Instructions for the task:
Copy out the entries below in full and exactly.

[Dataset entries]
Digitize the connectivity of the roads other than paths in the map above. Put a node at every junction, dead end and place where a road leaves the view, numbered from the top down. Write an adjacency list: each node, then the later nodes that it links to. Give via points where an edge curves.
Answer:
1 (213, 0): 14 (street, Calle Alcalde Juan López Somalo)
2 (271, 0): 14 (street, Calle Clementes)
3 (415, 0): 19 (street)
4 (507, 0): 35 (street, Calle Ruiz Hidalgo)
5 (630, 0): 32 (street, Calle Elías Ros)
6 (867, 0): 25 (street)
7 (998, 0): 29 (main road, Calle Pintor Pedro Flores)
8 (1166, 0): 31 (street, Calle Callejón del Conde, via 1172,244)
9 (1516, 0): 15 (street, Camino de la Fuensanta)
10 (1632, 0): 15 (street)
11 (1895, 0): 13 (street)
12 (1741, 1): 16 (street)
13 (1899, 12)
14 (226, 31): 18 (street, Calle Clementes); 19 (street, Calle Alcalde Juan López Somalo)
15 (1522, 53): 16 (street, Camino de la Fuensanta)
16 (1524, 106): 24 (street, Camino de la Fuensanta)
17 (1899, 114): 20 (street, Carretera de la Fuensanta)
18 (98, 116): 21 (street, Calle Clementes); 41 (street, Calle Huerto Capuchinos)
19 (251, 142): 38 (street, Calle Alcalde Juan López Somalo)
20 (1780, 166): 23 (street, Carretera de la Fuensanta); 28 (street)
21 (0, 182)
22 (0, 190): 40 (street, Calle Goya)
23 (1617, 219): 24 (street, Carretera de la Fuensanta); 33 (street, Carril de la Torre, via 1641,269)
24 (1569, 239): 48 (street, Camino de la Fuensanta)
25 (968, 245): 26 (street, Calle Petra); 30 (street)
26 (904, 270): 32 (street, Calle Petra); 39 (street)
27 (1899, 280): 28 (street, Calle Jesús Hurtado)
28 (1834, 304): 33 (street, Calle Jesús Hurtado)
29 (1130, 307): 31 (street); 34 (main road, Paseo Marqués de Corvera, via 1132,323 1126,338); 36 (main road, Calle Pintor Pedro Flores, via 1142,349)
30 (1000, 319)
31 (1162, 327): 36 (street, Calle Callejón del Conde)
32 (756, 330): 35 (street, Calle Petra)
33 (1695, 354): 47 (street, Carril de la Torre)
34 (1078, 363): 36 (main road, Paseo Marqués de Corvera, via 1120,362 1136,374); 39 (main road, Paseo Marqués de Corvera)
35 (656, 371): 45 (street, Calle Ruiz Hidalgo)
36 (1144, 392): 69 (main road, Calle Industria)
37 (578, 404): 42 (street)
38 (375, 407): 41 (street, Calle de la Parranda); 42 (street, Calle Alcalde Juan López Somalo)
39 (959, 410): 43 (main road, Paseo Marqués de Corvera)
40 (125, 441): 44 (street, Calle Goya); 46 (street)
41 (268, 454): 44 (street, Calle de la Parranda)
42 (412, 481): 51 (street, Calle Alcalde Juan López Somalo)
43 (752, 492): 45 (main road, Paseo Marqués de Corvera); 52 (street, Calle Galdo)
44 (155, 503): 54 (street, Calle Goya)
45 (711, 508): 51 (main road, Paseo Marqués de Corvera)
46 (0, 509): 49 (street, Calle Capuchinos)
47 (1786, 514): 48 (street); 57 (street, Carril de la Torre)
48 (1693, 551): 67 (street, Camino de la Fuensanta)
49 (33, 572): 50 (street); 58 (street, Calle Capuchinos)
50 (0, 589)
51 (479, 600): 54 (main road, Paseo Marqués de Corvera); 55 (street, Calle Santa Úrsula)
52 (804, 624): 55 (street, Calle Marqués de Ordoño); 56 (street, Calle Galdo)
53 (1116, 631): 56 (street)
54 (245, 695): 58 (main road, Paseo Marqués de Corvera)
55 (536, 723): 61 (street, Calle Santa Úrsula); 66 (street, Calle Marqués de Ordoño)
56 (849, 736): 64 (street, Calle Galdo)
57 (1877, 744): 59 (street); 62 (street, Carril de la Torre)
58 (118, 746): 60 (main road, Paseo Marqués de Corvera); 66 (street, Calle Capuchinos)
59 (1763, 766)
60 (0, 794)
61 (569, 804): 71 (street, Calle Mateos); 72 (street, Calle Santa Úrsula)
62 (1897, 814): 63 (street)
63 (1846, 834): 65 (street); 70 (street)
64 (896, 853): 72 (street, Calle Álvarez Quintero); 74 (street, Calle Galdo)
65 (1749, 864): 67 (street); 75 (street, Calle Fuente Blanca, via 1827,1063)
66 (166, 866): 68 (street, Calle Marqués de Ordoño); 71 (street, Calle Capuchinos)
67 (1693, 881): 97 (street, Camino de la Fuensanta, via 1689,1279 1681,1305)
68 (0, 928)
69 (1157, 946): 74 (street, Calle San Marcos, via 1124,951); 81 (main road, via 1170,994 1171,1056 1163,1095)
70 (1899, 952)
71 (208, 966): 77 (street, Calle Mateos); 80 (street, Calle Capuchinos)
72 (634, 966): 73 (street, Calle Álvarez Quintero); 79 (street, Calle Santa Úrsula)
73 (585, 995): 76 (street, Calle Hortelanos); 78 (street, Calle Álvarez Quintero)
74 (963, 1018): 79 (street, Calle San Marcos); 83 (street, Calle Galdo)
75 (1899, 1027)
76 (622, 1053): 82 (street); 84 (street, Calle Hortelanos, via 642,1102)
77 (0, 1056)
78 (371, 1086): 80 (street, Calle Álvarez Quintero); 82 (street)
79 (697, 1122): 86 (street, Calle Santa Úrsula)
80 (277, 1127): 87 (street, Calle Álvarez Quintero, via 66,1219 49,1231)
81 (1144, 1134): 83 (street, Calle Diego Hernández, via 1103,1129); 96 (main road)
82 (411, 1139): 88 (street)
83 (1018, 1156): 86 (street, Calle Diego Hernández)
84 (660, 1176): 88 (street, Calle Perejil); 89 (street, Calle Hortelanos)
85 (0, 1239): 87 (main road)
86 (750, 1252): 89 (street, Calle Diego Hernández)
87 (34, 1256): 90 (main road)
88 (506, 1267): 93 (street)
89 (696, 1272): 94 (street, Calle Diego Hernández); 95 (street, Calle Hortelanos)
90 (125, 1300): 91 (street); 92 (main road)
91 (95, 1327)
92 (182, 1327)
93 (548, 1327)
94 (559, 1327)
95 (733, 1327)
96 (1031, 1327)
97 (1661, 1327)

Exercise response:
Digitize the connectivity of the roads other than paths in the map above. Put a node at every junction, dead end and place where a road leaves the view, numbered from the top down. Write an adjacency list: each node, then the later nodes that it links to. Give via points where an edge curves.
Answer:
1 (213, 0): 14 (street, Calle Alcalde Juan López Somalo)
2 (271, 0): 14 (street, Calle Clementes)
3 (415, 0): 19 (street)
4 (507, 0): 35 (street, Calle Ruiz Hidalgo)
5 (630, 0): 32 (street, Calle Elías Ros)
6 (867, 0): 25 (street)
7 (998, 0): 29 (main road, Calle Pintor Pedro Flores)
8 (1166, 0): 31 (street, Calle Callejón del Conde, via 1172,244)
9 (1516, 0): 15 (street, Camino de la Fuensanta)
10 (1632, 0): 15 (street)
11 (1895, 0): 13 (street)
12 (1741, 1): 16 (street)
13 (1899, 12)
14 (226, 31): 18 (street, Calle Clementes); 19 (street, Calle Alcalde Juan López Somalo)
15 (1522, 53): 16 (street, Camino de la Fuensanta)
16 (1524, 106): 24 (street, Camino de la Fuensanta)
17 (1899, 114): 20 (street, Carretera de la Fuensanta)
18 (98, 116): 21 (street, Calle Clementes); 41 (street, Calle Huerto Capuchinos)
19 (251, 142): 38 (street, Calle Alcalde Juan López Somalo)
20 (1780, 166): 23 (street, Carretera de la Fuensanta); 28 (street)
21 (0, 182)
22 (0, 190): 40 (street, Calle Goya)
23 (1617, 219): 24 (street, Carretera de la Fuensanta); 33 (street, Carril de la Torre, via 1641,269)
24 (1569, 239): 48 (street, Camino de la Fuensanta)
25 (968, 245): 26 (street, Calle Petra); 30 (street)
26 (904, 270): 32 (street, Calle Petra); 39 (street)
27 (1899, 280): 28 (street, Calle Jesús Hurtado)
28 (1834, 304): 33 (street, Calle Jesús Hurtado)
29 (1130, 307): 31 (street); 34 (main road, Paseo Marqués de Corvera, via 1132,323 1126,338); 36 (main road, Calle Pintor Pedro Flores, via 1142,349)
30 (1000, 319)
31 (1162, 327): 36 (street, Calle Callejón del Conde)
32 (756, 330): 35 (street, Calle Petra)
33 (1695, 354): 47 (street, Carril de la Torre)
34 (1078, 363): 36 (main road, Paseo Marqués de Corvera, via 1120,362 1136,374); 39 (main road, Paseo Marqués de Corvera)
35 (656, 371): 45 (street, Calle Ruiz Hidalgo)
36 (1144, 392): 69 (main road, Calle Industria)
37 (578, 404): 42 (street)
38 (375, 407): 41 (street, Calle de la Parranda); 42 (street, Calle Alcalde Juan López Somalo)
39 (959, 410): 43 (main road, Paseo Marqués de Corvera)
40 (125, 441): 44 (street, Calle Goya); 46 (street)
41 (268, 454): 44 (street, Calle de la Parranda)
42 (412, 481): 51 (street, Calle Alcalde Juan López Somalo)
43 (752, 492): 45 (main road, Paseo Marqués de Corvera); 52 (street, Calle Galdo)
44 (155, 503): 54 (street, Calle Goya)
45 (711, 508): 51 (main road, Paseo Marqués de Corvera)
46 (0, 509): 49 (street, Calle Capuchinos)
47 (1786, 514): 48 (street); 57 (street, Carril de la Torre)
48 (1693, 551): 67 (street, Camino de la Fuensanta)
49 (33, 572): 50 (street); 58 (street, Calle Capuchinos)
50 (0, 589)
51 (479, 600): 54 (main road, Paseo Marqués de Corvera); 55 (street, Calle Santa Úrsula)
52 (804, 624): 55 (street, Calle Marqués de Ordoño); 56 (street, Calle Galdo)
53 (1116, 631): 56 (street)
54 (245, 695): 58 (main road, Paseo Marqués de Corvera)
55 (536, 723): 61 (street, Calle Santa Úrsula); 66 (street, Calle Marqués de Ordoño)
56 (849, 736): 64 (street, Calle Galdo)
57 (1877, 744): 59 (street); 62 (street, Carril de la Torre)
58 (118, 746): 60 (main road, Paseo Marqués de Corvera); 66 (street, Calle Capuchinos)
59 (1763, 766)
60 (0, 794)
61 (569, 804): 71 (street, Calle Mateos); 72 (street, Calle Santa Úrsula)
62 (1897, 814): 63 (street)
63 (1846, 834): 65 (street); 70 (street)
64 (896, 853): 72 (street, Calle Álvarez Quintero); 74 (street, Calle Galdo)
65 (1749, 864): 67 (street); 75 (street, Calle Fuente Blanca, via 1827,1063)
66 (166, 866): 68 (street, Calle Marqués de Ordoño); 71 (street, Calle Capuchinos)
67 (1693, 881): 97 (street, Camino de la Fuensanta, via 1689,1279 1681,1305)
68 (0, 928)
69 (1157, 946): 74 (street, Calle San Marcos, via 1124,951); 81 (main road, via 1170,994 1171,1056 1163,1095)
70 (1899, 952)
71 (208, 966): 77 (street, Calle Mateos); 80 (street, Calle Capuchinos)
72 (634, 966): 73 (street, Calle Álvarez Quintero); 79 (street, Calle Santa Úrsula)
73 (585, 995): 76 (street, Calle Hortelanos); 78 (street, Calle Álvarez Quintero)
74 (963, 1018): 79 (street, Calle San Marcos); 83 (street, Calle Galdo)
75 (1899, 1027)
76 (622, 1053): 82 (street); 84 (street, Calle Hortelanos, via 642,1102)
77 (0, 1056)
78 (371, 1086): 80 (street, Calle Álvarez Quintero); 82 (street)
79 (697, 1122): 86 (street, Calle Santa Úrsula)
80 (277, 1127): 87 (street, Calle Álvarez Quintero, via 66,1219 49,1231)
81 (1144, 1134): 83 (street, Calle Diego Hernández, via 1103,1129); 96 (main road)
82 (411, 1139): 88 (street)
83 (1018, 1156): 86 (street, Calle Diego Hernández)
84 (660, 1176): 88 (street, Calle Perejil); 89 (street, Calle Hortelanos)
85 (0, 1239): 87 (main road)
86 (750, 1252): 89 (street, Calle Diego Hernández)
87 (34, 1256): 90 (main road)
88 (506, 1267): 93 (street)
89 (696, 1272): 94 (street, Calle Diego Hernández); 95 (street, Calle Hortelanos)
90 (125, 1300): 91 (street); 92 (main road)
91 (95, 1327)
92 (182, 1327)
93 (548, 1327)
94 (559, 1327)
95 (733, 1327)
96 (1031, 1327)
97 (1661, 1327)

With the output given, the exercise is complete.